The three-loop run is where the town come alive according to Siddall. "The course takes you through the town and lake front, with so much support all the way around. There's never a lonely moment."
Aside from the traditional triathlon events, the IRONMAN portfolio has a lot more to offer the endurance athlete bound for New Zealand. The Air New Zealand Queenstown International Marathon is often called the most scenic marathon in the world. Given the mountain backdrop, it would be very hard to disagree. Step off the beaten path and jump into one of the Macpac Motatapu events, which cater to all tastes, including an ultra-run, a mountain bike race, and an off-road triathlon. The high-country stations traversed are only open for the races, making this your sole opportunity each year to pass through this rugged valley.

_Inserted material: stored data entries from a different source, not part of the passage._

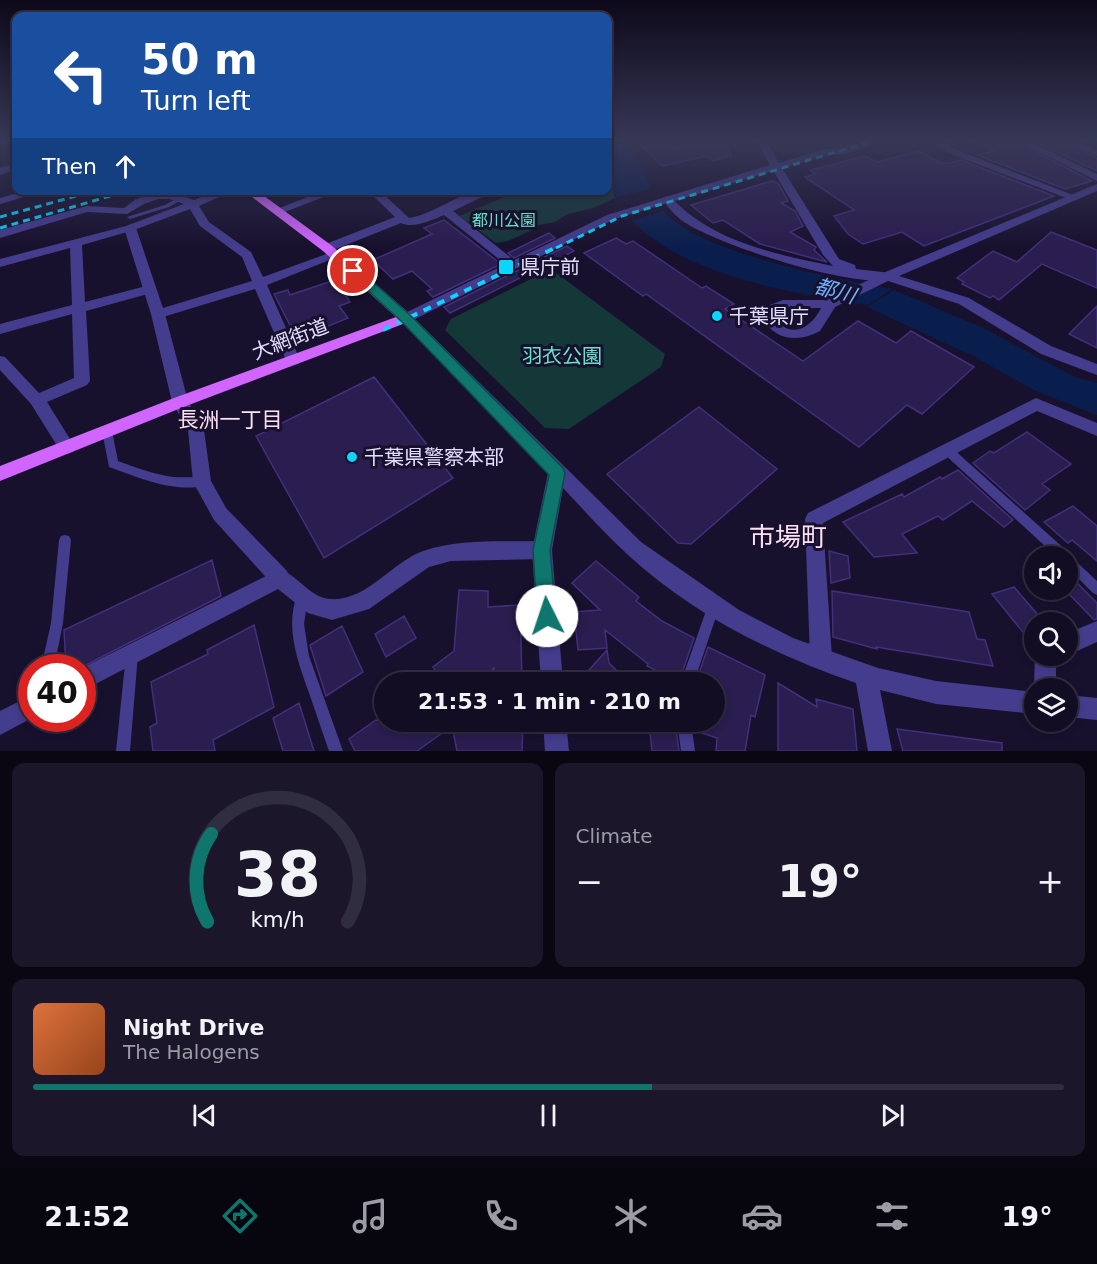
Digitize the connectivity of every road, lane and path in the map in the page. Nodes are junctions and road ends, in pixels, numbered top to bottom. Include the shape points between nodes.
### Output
1 (742, 177) edge
2 (782, 177) edge
3 (1020, 177) edge
4 (1097, 187) edge
5 (23, 195) edge
6 (215, 195) edge
7 (255, 195) edge
8 (323, 195) edge
9 (377, 195) edge
10 (477, 195) edge
11 (1073, 197) junction
12 (667, 199) junction
13 (0, 201) edge
14 (192, 203) junction
15 (444, 209) junction
16 (278, 211) junction
17 (129, 219) junction
18 (401, 219) junction
19 (0, 234) edge
20 (76, 243) junction
21 (332, 251) junction
22 (0, 263) edge
23 (514, 265) junction
24 (887, 276) junction
25 (260, 283) junction
26 (150, 289) junction
27 (830, 304) dead end
28 (78, 308) junction
29 (158, 314) junction
30 (405, 318) junction
31 (0, 329) edge
32 (293, 360) junction
33 (0, 361) edge
34 (1097, 370) edge
35 (37, 400) junction
36 (180, 402) junction
37 (1097, 430) edge
38 (107, 431) junction
39 (67, 447) junction
40 (947, 450) junction
41 (557, 473) junction
42 (0, 474) edge
43 (202, 483) junction
44 (65, 540) dead end
45 (1053, 546) edge
46 (542, 550) junction
47 (1078, 570) edge
48 (280, 578) junction
49 (1097, 589) edge
50 (302, 597) junction
51 (714, 605) junction
52 (1097, 631) edge
53 (1078, 640) edge
54 (50, 654) edge
55 (132, 654) junction
56 (821, 658) junction
57 (551, 672) edge
58 (691, 672) edge
59 (96, 673) edge
60 (866, 675) junction
61 (1024, 702) edge
62 (1078, 707) edge
63 (1097, 709) edge
64 (18, 713) edge
65 (0, 723) edge
66 (556, 732) edge
67 (685, 732) edge
68 (123, 751) edge
69 (336, 751) edge
70 (557, 751) edge
71 (688, 751) edge
72 (880, 751) edge

1 - 12 street
2 - 24 street via 835,261
3 - 11 street
4 - 11 street
5 - 13 street
6 - 14 street
7 - 16 main road
8 - 16 street
9 - 18 street
10 - 15 street
11 - 24 street
12 - 23 street via 611,217
12 - 24 street via 689,220 739,243 845,273
14 - 17 street
14 - 17 street via 159,196 131,204
14 - 25 street via 204,224 247,255
15 - 18 street via 414,221
15 - 23 street
16 - 21 main road
17 - 19 street via 87,209
17 - 20 street
17 - 26 street
18 - 21 street
20 - 22 street
20 - 28 street
21 - 25 street
21 - 30 main road
23 - 30 street
24 - 27 street
24 - 34 street via 964,301 1046,350
25 - 29 street
25 - 32 street
26 - 28 street
26 - 29 street
28 - 31 street
28 - 35 street via 82,381
29 - 36 street
30 - 32 main road, 大網街道
30 - 41 street
32 - 36 main road, 大網街道
33 - 35 street
35 - 39 street
36 - 38 main road, 大網街道
36 - 43 street via 196,430
37 - 40 street via 1036,404
38 - 39 main road, 大網街道
38 - 43 lane via 113,464 158,479
39 - 42 main road, 大網街道
40 - 45 lane
40 - 56 street via 814,519
41 - 46 street
41 - 51 street via 634,548
43 - 48 street via 220,514
44 - 54 lane
46 - 50 street via 451,552 424,560 362,602 332,610 315,606
46 - 57 street
47 - 49 lane
48 - 50 street
48 - 55 street
50 - 69 lane via 298,624 303,656
51 - 56 street via 748,627
51 - 58 lane
52 - 53 street
55 - 59 street
55 - 68 lane
56 - 60 street
60 - 61 street via 923,690
60 - 72 street
62 - 63 street
64 - 65 street
66 - 70 street
67 - 71 lane

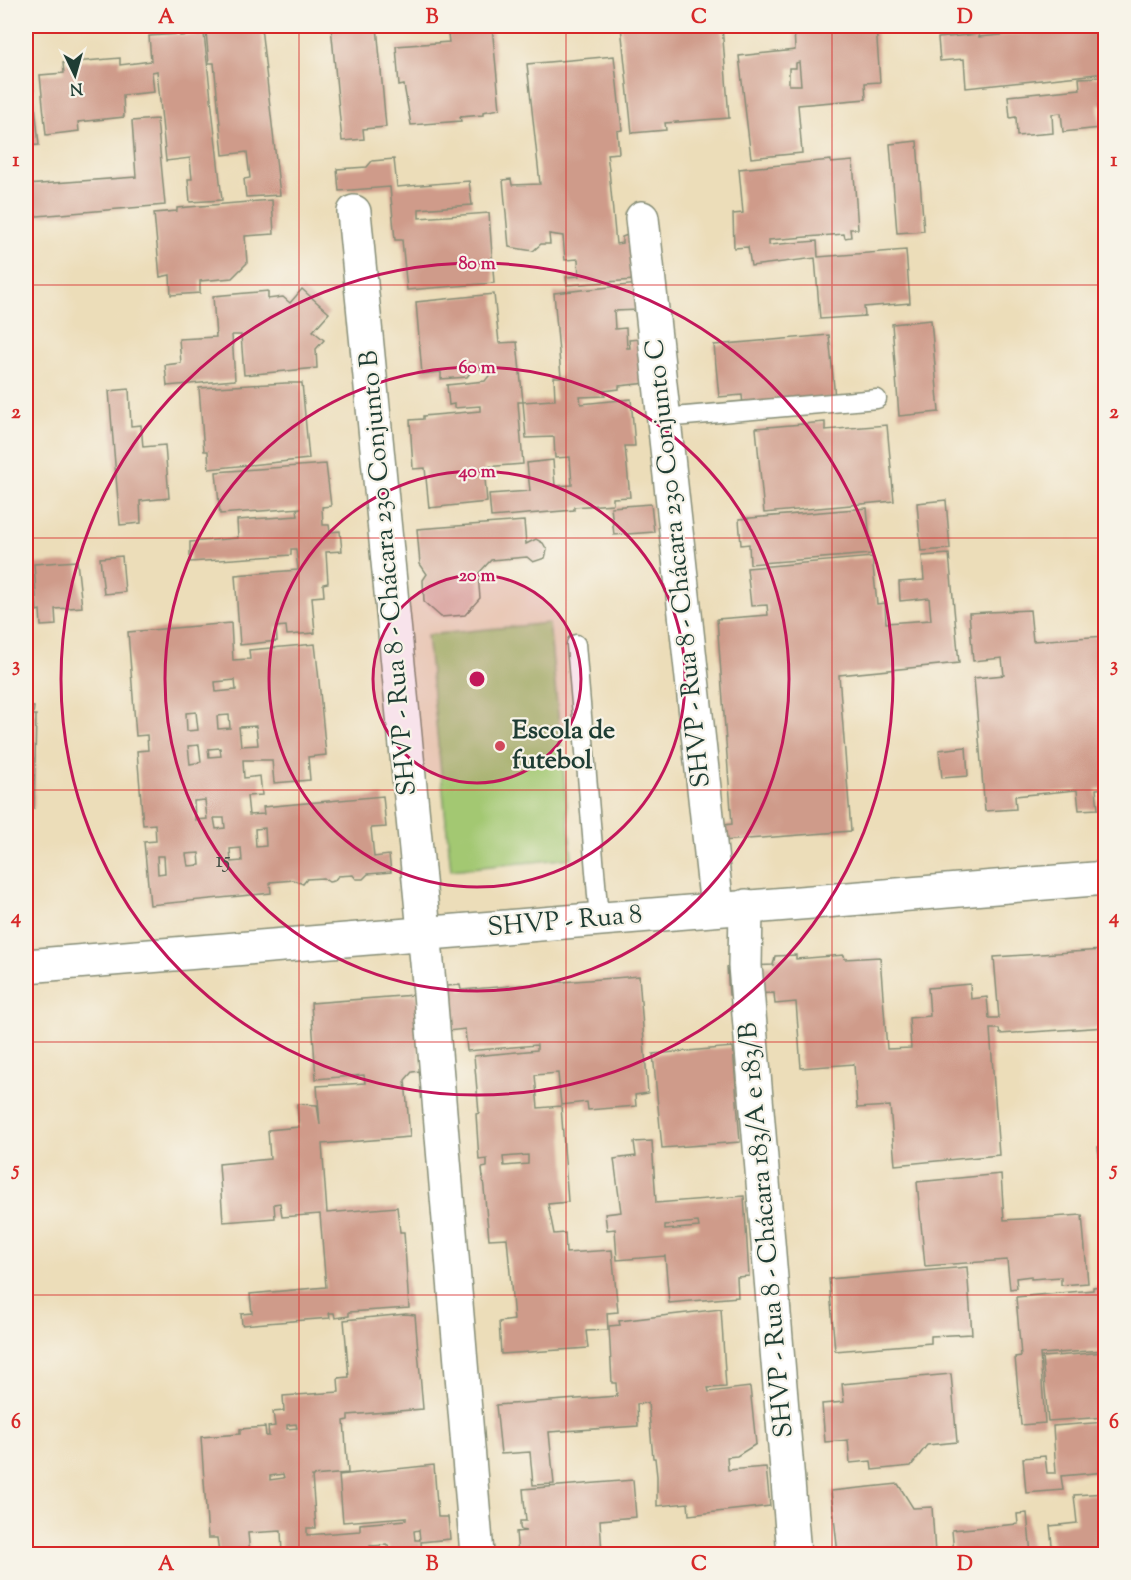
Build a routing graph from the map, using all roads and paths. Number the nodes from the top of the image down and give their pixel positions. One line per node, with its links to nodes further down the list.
1 (354, 212): 9 (street, SHVP - Rua 8 - Chácara 230 Conjunto B)
2 (642, 218): 4 (street, SHVP - Rua 8 - Chácara 230 Conjunto C)
3 (877, 399): 4 (lane)
4 (663, 418): 7 (street, SHVP - Rua 8 - Chácara 230 Conjunto C)
5 (576, 644): 8 (lane)
6 (1106, 878): 7 (street, SHVP - Rua 8)
7 (731, 907): 8 (street, SHVP - Rua 8); 12 (street, SHVP - Rua 8 - Chácara 183/A e 183/B)
8 (599, 919): 9 (street, SHVP - Rua 8)
9 (423, 934): 10 (street, SHVP - Rua 8); 11 (street)
10 (26, 966)
11 (477, 1554)
12 (794, 1554)

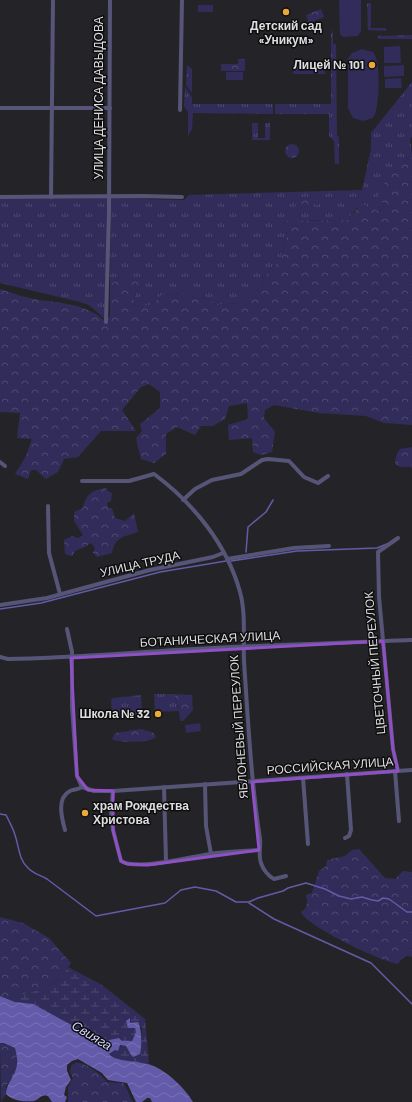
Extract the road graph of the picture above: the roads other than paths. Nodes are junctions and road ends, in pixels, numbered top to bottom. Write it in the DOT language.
graph roads {
  1 [pos="53,0"];
  2 [pos="110,0"];
  3 [pos="182,0"];
  4 [pos="0,108"];
  5 [pos="52,108"];
  6 [pos="110,108"];
  7 [pos="180,110"];
  8 [pos="109,196"];
  9 [pos="51,197"];
  10 [pos="0,198"];
  11 [pos="182,198"];
  12 [pos="106,322"];
  13 [pos="0,462"];
  14 [pos="5,466"];
  15 [pos="328,476"];
  16 [pos="82,481"];
  17 [pos="183,500"];
  18 [pos="48,506"];
  19 [pos="398,538"];
  20 [pos="330,546"];
  21 [pos="223,553"];
  22 [pos="226,558"];
  23 [pos="60,594"];
  24 [pos="0,605"];
  25 [pos="67,629"];
  26 [pos="412,640"];
  27 [pos="383,641"];
  28 [pos="244,647"];
  29 [pos="0,657"];
  30 [pos="72,658"];
  31 [pos="412,770"];
  32 [pos="397,771"];
  33 [pos="347,774"];
  34 [pos="302,778"];
  35 [pos="252,782"];
  36 [pos="205,784"];
  37 [pos="82,787"];
  38 [pos="164,787"];
  39 [pos="113,791"];
  40 [pos="399,821"];
  41 [pos="65,830"];
  42 [pos="345,838"];
  43 [pos="308,844"];
  44 [pos="259,850"];
  45 [pos="211,854"];
  46 [pos="166,861"];
  47 [pos="286,876"];
  1 -- 5 [label="street"];
  2 -- 6 [label="street, УЛИЦА ДЕНИСА ДАВЫДОВА"];
  3 -- 7 [label="street"];
  4 -- 5 [label="street"];
  5 -- 6 [label="street"];
  5 -- 9 [label="street"];
  6 -- 8 [label="street, УЛИЦА ДЕНИСА ДАВЫДОВА"];
  8 -- 9 [label="street"];
  8 -- 11 [label="street"];
  8 -- 12 [label="street, УЛИЦА ДЕНИСА ДАВЫДОВА"];
  9 -- 10 [label="street"];
  13 -- 14 [label="street"];
  15 -- 17 [label="street"];
  16 -- 17 [label="street, ЯБЛОНЕВЫЙ ПЕРЕУЛОК"];
  17 -- 21 [label="street, ЯБЛОНЕВЫЙ ПЕРЕУЛОК"];
  18 -- 23 [label="street"];
  19 -- 27 [label="street, ЦВЕТОЧНЫЙ ПЕРЕУЛОК"];
  20 -- 22 [label="street"];
  21 -- 22 [label="street, ЯБЛОНЕВЫЙ ПЕРЕУЛОК"];
  21 -- 23 [label="street, УЛИЦА ТРУДА"];
  22 -- 28 [label="street, ЯБЛОНЕВЫЙ ПЕРЕУЛОК"];
  23 -- 24 [label="street, УЛИЦА ТРУДА"];
  25 -- 30 [label="street"];
  26 -- 27 [label="street, БОТАНИЧЕСКАЯ УЛИЦА"];
  27 -- 28 [label="street, БОТАНИЧЕСКАЯ УЛИЦА"];
  27 -- 32 [label="street, ЦВЕТОЧНЫЙ ПЕРЕУЛОК"];
  28 -- 30 [label="street, БОТАНИЧЕСКАЯ УЛИЦА"];
  28 -- 35 [label="street, ЯБЛОНЕВЫЙ ПЕРЕУЛОК"];
  29 -- 30 [label="street, БОТАНИЧЕСКАЯ УЛИЦА"];
  30 -- 37 [label="street"];
  31 -- 32 [label="street, РОССИЙСКАЯ УЛИЦА"];
  32 -- 33 [label="street, РОССИЙСКАЯ УЛИЦА"];
  32 -- 40 [label="street, ЦВЕТОЧНЫЙ ПЕРЕУЛОК"];
  33 -- 34 [label="street, РОССИЙСКАЯ УЛИЦА"];
  33 -- 42 [label="street"];
  34 -- 35 [label="street, РОССИЙСКАЯ УЛИЦА"];
  34 -- 43 [label="street"];
  35 -- 36 [label="street, РОССИЙСКАЯ УЛИЦА"];
  35 -- 44 [label="street, ЯБЛОНЕВЫЙ ПЕРЕУЛОК"];
  36 -- 38 [label="street, РОССИЙСКАЯ УЛИЦА"];
  36 -- 45 [label="street"];
  37 -- 39 [label="street, РОССИЙСКАЯ УЛИЦА"];
  37 -- 41 [label="street"];
  38 -- 39 [label="street, РОССИЙСКАЯ УЛИЦА"];
  38 -- 46 [label="street"];
  39 -- 46 [label="street"];
  44 -- 45 [label="street"];
  44 -- 47 [label="street, ЯБЛОНЕВЫЙ ПЕРЕУЛОК"];
  45 -- 46 [label="street"];
}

Looking for something even more extreme? The Pioneer is a six-day mountain bike stage race that takes you through some of the most stunning and brutal terrain New Zealand has to offer. The scale of the challenge is epic, but one look at the highlights video from last year should be enough to tempt any endurance lover. (Just make sure you put in the training!)
New Zealand might be about as remote as it gets, but that only makes it more tantalizing to the intrepid competitor. Getting here is surprisingly straightforward, and the opportunities to train and race are unique and memorable.
"It's our secret for everyone who knows how awesome New Zealand is—the amazing scenery, fantastic people, food and coffee, and spectacular races and communities. But actually no, don't come, you wouldn't like it at all!"